Then I got this formula:
Pressure Alt= Elevation + (1013 - QNH) x 30
ISA Temp = 15 - (2 x Elevation/Altitude/1000)

After than i have browsed some website for online test to do some practice and solve some question and I got all good but saw a some question on a forum that i try to solve with question with answer but when i tried to do my answer is not same as their answer.

Example:
What is the ISA Temperature & ISA Deviation if the height is 37,000 feet & is -45 degrees ?
(Ans: -57 degrees for ISA temperature & +12 for ISA deviation)

I used the formula : ISA Temp = 15 - (2 x Elevation/Altitude/1000)
ISA Temp = 15 - (2 x 37000/1000)
ISA Temp = 15 - (2 x 37) = -59 degress
ISA deviation= -45 - -59
ISA deviation= -45 + 59 = +14 degrees

How he get -57 for Isa Temp and +12 for deviation ?

Example 2:
What is the ISA Temperature & ISA Deviation if the height is 57,000 feet & is -67 degrees ?
(His Ans: -57 degrees for ISA temperature & -10 for ISA deviation)
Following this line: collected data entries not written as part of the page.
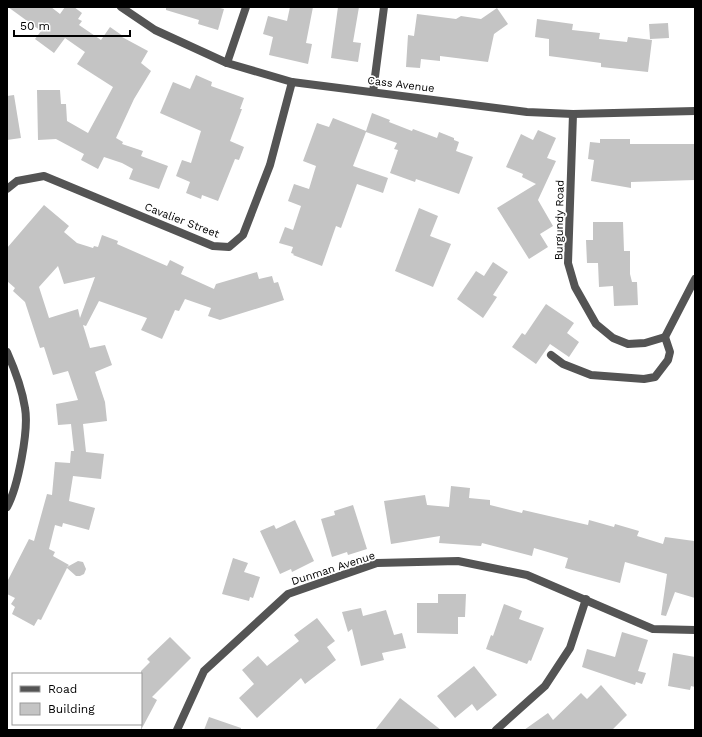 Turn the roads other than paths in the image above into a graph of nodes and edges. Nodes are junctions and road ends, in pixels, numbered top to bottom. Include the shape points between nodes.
1 (122, 7) edge
2 (246, 7) edge
3 (384, 7) edge
4 (227, 64) junction
5 (292, 82) junction
6 (373, 92) junction
7 (695, 111) edge
8 (573, 114) junction
9 (7, 189) edge
10 (695, 279) edge
11 (665, 337) junction
12 (7, 352) edge
13 (551, 355) dead end
14 (7, 507) edge
15 (586, 599) junction
16 (695, 630) edge
17 (177, 730) edge
18 (496, 730) edge

1 - 4 street, Cass Avenue via 155,30
2 - 4 street
3 - 6 street
4 - 5 street, Cass Avenue
5 - 6 street, Cass Avenue
5 - 9 street, Cavalier Street via 270,165 243,235 229,247 213,246 44,176 17,181
6 - 8 street, Cass Avenue via 527,112
7 - 8 street, Cass Avenue
8 - 11 street, Burgundy Road via 568,263 575,287 596,324 613,338 628,344 645,343
10 - 11 street
11 - 13 street via 670,352 668,360 655,376 644,379 579,372
12 - 14 street via 16,372 26,409 23,455
15 - 16 street, Dunman Avenue via 653,629
15 - 17 street, Dunman Avenue via 527,575 458,561 377,563 288,594 204,671
15 - 18 street via 570,648 545,686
ISA Temp = 15 - (2 x 57000/1000)
ISA Temp = 15 - (2 x 57) = -99degrees
ISA deviation= -67 - -99
ISA deviation= -67 + 99 = +32degrees

How he get -57 for Isa Temp and -10 for ISA deviation ?

The explanation there for Example 1 is:

In the ISA the tropopause is at 36000 feet, where the temperature is –56.25 degrees Celsius (or approximately –57). Above the tropopause the temperature remains constant.

So at 37000 feet the ISA temperature is approximately –57 degrees Celsius.

ISA deviation = Actual Temp – ISA temp

So if actual temp = -45 at 37000 feet then:

ISA deviation = -45 – (-57) = +12

The explanation there for Example 2 is:

(Ans: -57 degrees for ISA temperature & -10 for ISA deviation)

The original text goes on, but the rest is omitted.